EXERCISE REQUIREMENTS: From the entries that follow, gather each line holding the word "roads".
RECORDS SHOWN section start
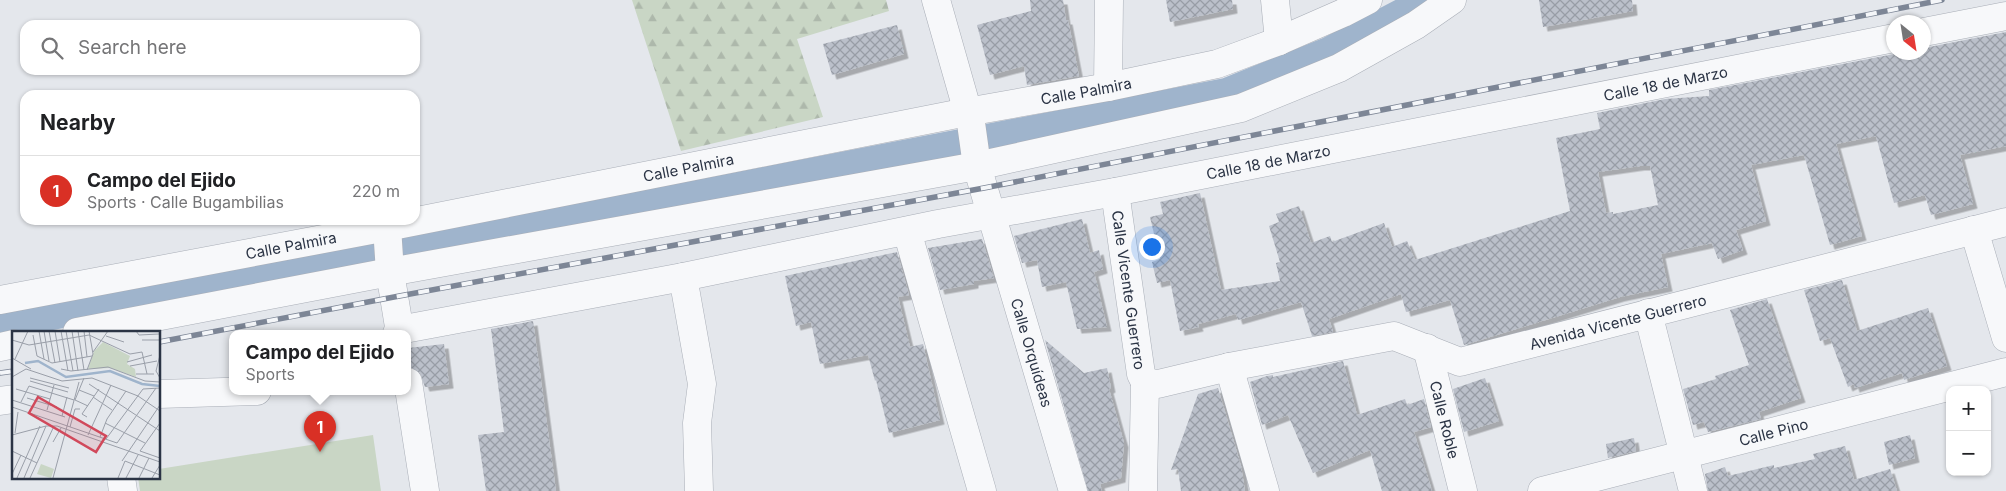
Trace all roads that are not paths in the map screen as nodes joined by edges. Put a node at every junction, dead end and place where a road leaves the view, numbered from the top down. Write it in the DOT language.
graph roads {
  1 [pos="936,0"];
  2 [pos="1109,0"];
  3 [pos="1275,0"];
  4 [pos="1368,0"];
  5 [pos="1452,0"];
  6 [pos="2006,16"];
  7 [pos="1931,31"];
  8 [pos="1886,40"];
  9 [pos="1279,41"];
  10 [pos="1108,87"];
  11 [pos="969,118"];
  12 [pos="977,163"];
  13 [pos="1115,192"];
  14 [pos="993,214"];
  15 [pos="2006,222"];
  16 [pos="420,223"];
  17 [pos="408,225"];
  18 [pos="387,229"];
  19 [pos="1974,230"];
  20 [pos="907,231"];
  21 [pos="390,270"];
  22 [pos="683,277"];
  23 [pos="0,300"];
  24 [pos="1648,313"];
  25 [pos="399,330"];
  26 [pos="409,330"];
  27 [pos="82,331"];
  28 [pos="2006,338"];
  29 [pos="1427,348"];
  30 [pos="1229,367"];
  31 [pos="2006,372"];
  32 [pos="1145,382"];
  33 [pos="229,392"];
  34 [pos="160,394"];
  35 [pos="410,395"];
  36 [pos="1684,455"];
  37 [pos="121,478"];
  38 [pos="123,491"];
  39 [pos="425,491"];
  40 [pos="699,491"];
  41 [pos="982,491"];
  42 [pos="1073,491"];
  43 [pos="1143,491"];
  44 [pos="1265,491"];
  45 [pos="1463,491"];
  46 [pos="1542,491"];
  47 [pos="1693,491"];
  1 -- 11 [label="street, Calle Orquídeas"];
  2 -- 10 [label="street"];
  3 -- 9 [label="street"];
  4 -- 9 [label="street, Calle Palmira"];
  5 -- 12 [label="street"];
  6 -- 7 [label="street"];
  8 -- 13 [label="street, Calle 18 de Marzo"];
  9 -- 10 [label="street, Calle Palmira"];
  10 -- 11 [label="street, Calle Palmira"];
  11 -- 12 [label="street, Calle Orquídeas"];
  11 -- 16 [label="street, Calle Palmira"];
  12 -- 14 [label="street, Calle Orquídeas"];
  12 -- 21 [label="street"];
  13 -- 14 [label="street, Calle 18 de Marzo"];
  13 -- 32 [label="street, Calle Vicente Guerrero"];
  14 -- 20 [label="street, Calle 18 de Marzo"];
  14 -- 42 [label="street, Calle Orquídeas"];
  15 -- 19 [label="street, Avenida Vicente Guerrero"];
  17 -- 18 [label="street, Calle Palmira"];
  18 -- 21 [label="street"];
  18 -- 23 [label="street, Calle Palmira"];
  19 -- 24 [label="street, Avenida Vicente Guerrero"];
  19 -- 28 [label="street"];
  20 -- 22 [label="street, Calle 18 de Marzo"];
  20 -- 41 [label="street"];
  21 -- 25 [label="street"];
  21 -- 27 [label="street"];
  22 -- 26 [label="street, Calle 18 de Marzo"];
  22 -- 40 [label="street"];
  24 -- 29 [label="street, Avenida Vicente Guerrero"];
  24 -- 36 [label="street"];
  29 -- 30 [label="street, Avenida Vicente Guerrero"];
  29 -- 45 [label="street, Calle Roble"];
  30 -- 32 [label="street, Calle Vicente Guerrero"];
  30 -- 44 [label="street"];
  31 -- 36 [label="street, Calle Pino"];
  32 -- 43 [label="street"];
  33 -- 34 [label="street"];
  35 -- 39 [label="street"];
  36 -- 46 [label="street, Calle Pino"];
  36 -- 47 [label="street"];
  37 -- 38 [label="street"];
}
RECORDS SHOWN section end
RESULT:
Trace all roads that are not paths in the map screen as nodes joined by edges. Put a node at every junction, dead end and place where a road leaves the view, numbered from the top down. Write it in the DOT language.
graph roads {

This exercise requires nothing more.